Boardmembers of the county’s mosquito district voted Wednesday not to renew a contract with longtime manager Robert Gay who came under fire for his hiring practices after two finance workers — one with an existing criminal record for stealing from employers — stole at least a half-million dollars.
The 21-member board of the San Mateo County Mosquito and Vector Control District split 11-8 in favor of not extending Gay’s contract. One member abstained and another was absent. The vote was taken in the board’s July 9 closed session meeting to evaluate his performance and reported out without a breakdown of who voted on what side. However, boardmember Joe Galligan, who represents Burlingame, said all five members of the finance committee including himself voted not to extend the contract.
Gay was judged only on his past year’s performance, Galligan said.
Gay joined the district Feb. 2, 1997. His contract ends Aug. 31.

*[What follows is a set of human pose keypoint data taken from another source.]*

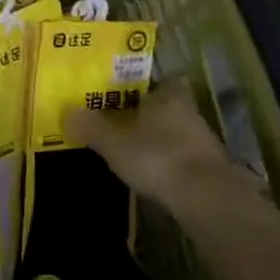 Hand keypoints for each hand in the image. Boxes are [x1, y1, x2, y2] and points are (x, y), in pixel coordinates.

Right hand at [69, 86, 258, 220]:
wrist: (207, 199)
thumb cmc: (157, 158)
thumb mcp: (114, 143)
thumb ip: (91, 127)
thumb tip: (68, 112)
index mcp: (168, 97)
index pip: (162, 81)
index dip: (147, 87)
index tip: (128, 94)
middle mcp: (190, 113)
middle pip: (167, 107)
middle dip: (149, 114)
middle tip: (123, 122)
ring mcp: (204, 142)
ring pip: (177, 132)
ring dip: (160, 140)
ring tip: (135, 150)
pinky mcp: (211, 170)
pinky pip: (184, 157)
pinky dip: (170, 162)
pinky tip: (154, 173) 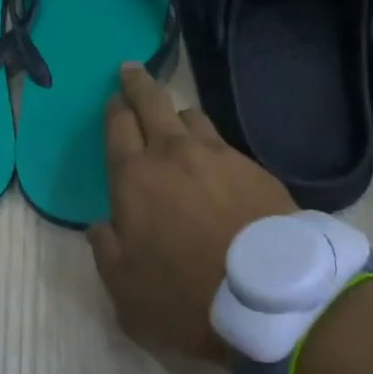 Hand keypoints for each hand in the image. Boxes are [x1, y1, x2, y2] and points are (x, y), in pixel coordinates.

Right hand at [88, 64, 295, 360]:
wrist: (272, 302)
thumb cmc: (186, 298)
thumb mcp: (126, 291)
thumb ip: (106, 251)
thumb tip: (100, 226)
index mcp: (134, 177)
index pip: (118, 125)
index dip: (114, 108)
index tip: (113, 99)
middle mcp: (173, 154)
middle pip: (152, 101)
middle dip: (138, 82)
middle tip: (132, 71)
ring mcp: (219, 156)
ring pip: (192, 116)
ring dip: (177, 114)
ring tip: (177, 124)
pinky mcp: (255, 168)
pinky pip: (225, 144)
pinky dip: (212, 146)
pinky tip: (217, 166) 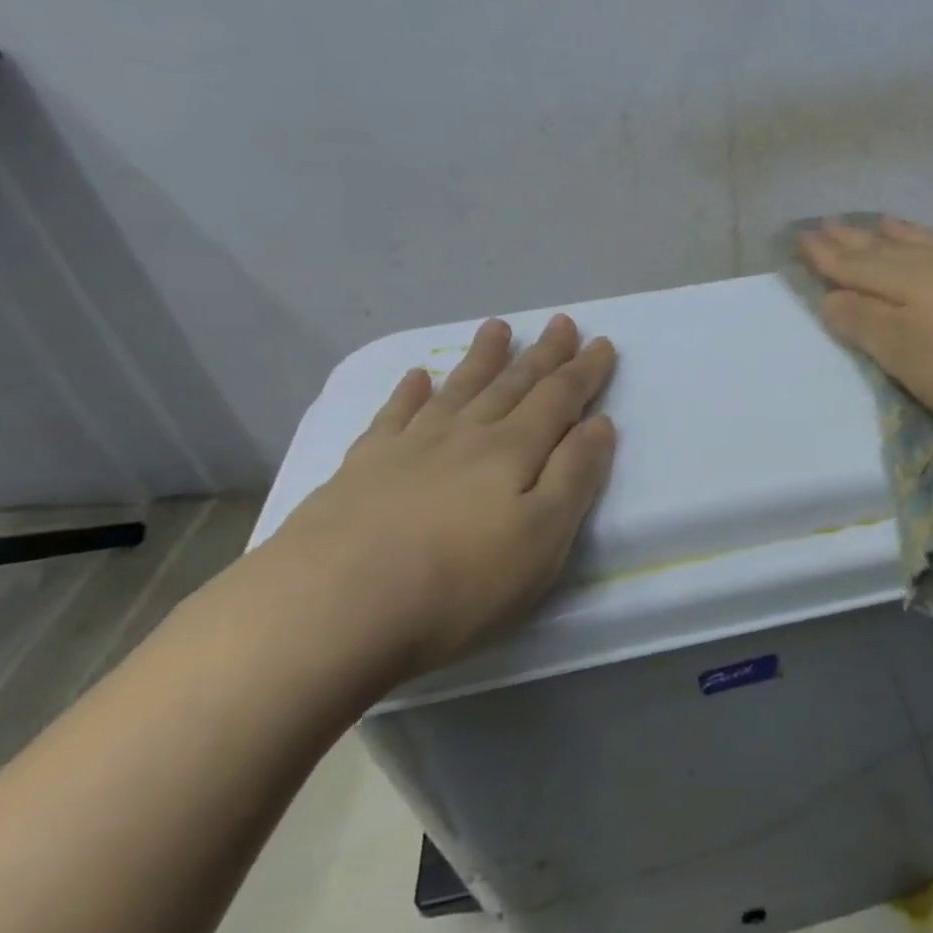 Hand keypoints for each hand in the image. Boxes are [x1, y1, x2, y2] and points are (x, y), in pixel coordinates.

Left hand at [259, 314, 616, 683]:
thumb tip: (598, 423)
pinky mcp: (360, 470)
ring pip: (457, 390)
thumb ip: (574, 476)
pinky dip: (408, 393)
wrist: (329, 610)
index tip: (602, 343)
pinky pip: (392, 416)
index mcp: (513, 451)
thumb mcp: (542, 538)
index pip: (558, 399)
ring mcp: (408, 448)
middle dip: (542, 355)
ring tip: (498, 328)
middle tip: (561, 322)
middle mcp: (464, 436)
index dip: (583, 371)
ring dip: (482, 358)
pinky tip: (415, 377)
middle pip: (512, 385)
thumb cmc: (458, 584)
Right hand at [799, 217, 932, 443]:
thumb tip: (830, 296)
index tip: (802, 238)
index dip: (827, 256)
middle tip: (827, 223)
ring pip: (929, 242)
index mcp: (907, 283)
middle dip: (853, 240)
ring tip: (880, 222)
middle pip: (888, 249)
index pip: (856, 266)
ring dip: (899, 233)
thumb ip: (864, 322)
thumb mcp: (904, 355) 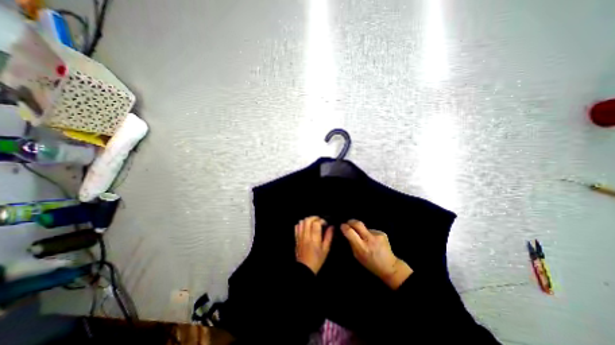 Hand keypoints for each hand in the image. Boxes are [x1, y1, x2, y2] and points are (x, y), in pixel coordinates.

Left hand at [296, 216, 334, 274]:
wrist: (305, 268)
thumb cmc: (317, 260)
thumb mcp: (326, 249)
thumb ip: (329, 237)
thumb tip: (332, 227)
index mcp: (314, 239)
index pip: (316, 224)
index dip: (321, 220)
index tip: (325, 223)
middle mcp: (306, 236)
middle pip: (308, 220)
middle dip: (315, 217)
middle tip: (320, 221)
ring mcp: (300, 236)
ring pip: (302, 222)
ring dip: (308, 220)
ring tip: (313, 222)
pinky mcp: (296, 238)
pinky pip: (297, 226)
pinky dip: (302, 223)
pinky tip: (306, 226)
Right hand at [341, 220, 411, 289]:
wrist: (390, 266)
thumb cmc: (370, 263)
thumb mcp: (357, 256)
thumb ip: (351, 243)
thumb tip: (345, 232)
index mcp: (362, 247)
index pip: (350, 232)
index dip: (344, 227)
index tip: (342, 226)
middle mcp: (370, 239)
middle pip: (358, 223)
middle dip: (351, 222)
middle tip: (348, 223)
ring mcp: (377, 235)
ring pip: (364, 227)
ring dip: (361, 230)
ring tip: (363, 237)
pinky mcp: (382, 233)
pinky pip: (371, 230)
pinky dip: (369, 233)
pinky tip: (372, 240)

Although the board voted not to keep him, Gay said he was actually planning to speak with members about retiring Sept. 1 so he can devote more time to his elderly mother.

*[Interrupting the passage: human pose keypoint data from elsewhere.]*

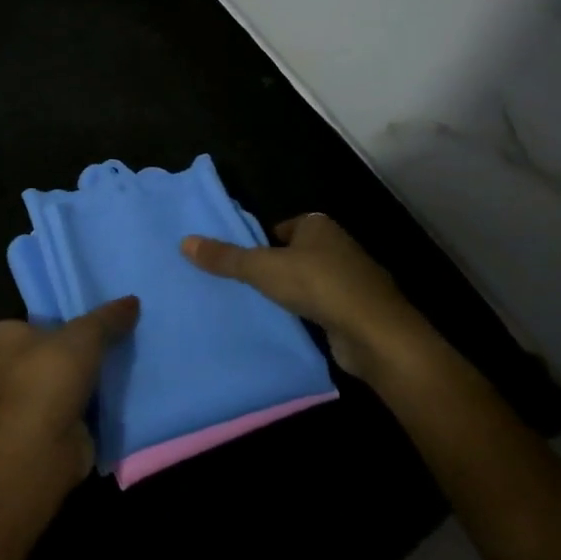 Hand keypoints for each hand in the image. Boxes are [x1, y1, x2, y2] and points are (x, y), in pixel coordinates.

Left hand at [0, 297, 139, 481]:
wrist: (42, 445)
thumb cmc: (49, 376)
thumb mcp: (85, 335)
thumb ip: (107, 318)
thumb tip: (132, 300)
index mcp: (1, 341)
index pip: (21, 324)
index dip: (46, 322)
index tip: (76, 321)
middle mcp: (3, 371)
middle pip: (41, 355)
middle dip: (67, 354)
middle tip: (104, 343)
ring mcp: (20, 405)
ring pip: (55, 385)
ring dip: (78, 384)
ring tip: (115, 370)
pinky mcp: (39, 431)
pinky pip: (66, 411)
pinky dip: (85, 409)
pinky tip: (113, 400)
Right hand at [181, 214, 430, 381]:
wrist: (376, 333)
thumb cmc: (319, 286)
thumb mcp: (262, 269)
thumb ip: (225, 258)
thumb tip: (184, 242)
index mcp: (318, 226)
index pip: (280, 228)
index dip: (260, 243)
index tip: (239, 262)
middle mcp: (338, 246)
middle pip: (294, 254)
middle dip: (272, 268)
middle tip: (240, 285)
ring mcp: (351, 279)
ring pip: (308, 281)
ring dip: (290, 292)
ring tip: (258, 306)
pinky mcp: (356, 310)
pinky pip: (321, 306)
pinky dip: (306, 313)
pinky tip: (288, 325)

“It’s a tough decision to retire. I love what I do and I love the district,” he said.
The board’s vote “worked out perfectly” with his personal plans, he said.
As for the split vote, Gay said his performance evaluation was “very positive” with better marks than the previous year but “you never know what was discussed in closed session.”
Betsey Schneider, the San Carlos board representative who sparked the investigation that turned up the embezzlement, said she voted against a new contract because Gay had not shown much growth since the scandal.
“I don’t believe that there was much improvement in his managerial skills relevant to supervision and guidance of staff under him which is what precipitated the embezzlement,” she said.
Although Gay’s last contract was renewed, the board also placed Gay on a performance improvement plan, or PIP, in February 2012.
The PIP dealt with Gay improving his financial skills, said Schneider who felt that was not relevant because the district has a new finance director.
“He needs to have more hands-on supervision of the staff. Had he given more oversight of who he hired before we wouldn’t have had the embezzlement,” she said
Gay hired finance director Jo Ann Dearman, also known as Joanne Seeney, in 2008 without performing a background or reference check. At the time, she was convicted of embezzlement in two different cases, including one in which she ran up more than a half-million dollars on her previous boss’ credit card.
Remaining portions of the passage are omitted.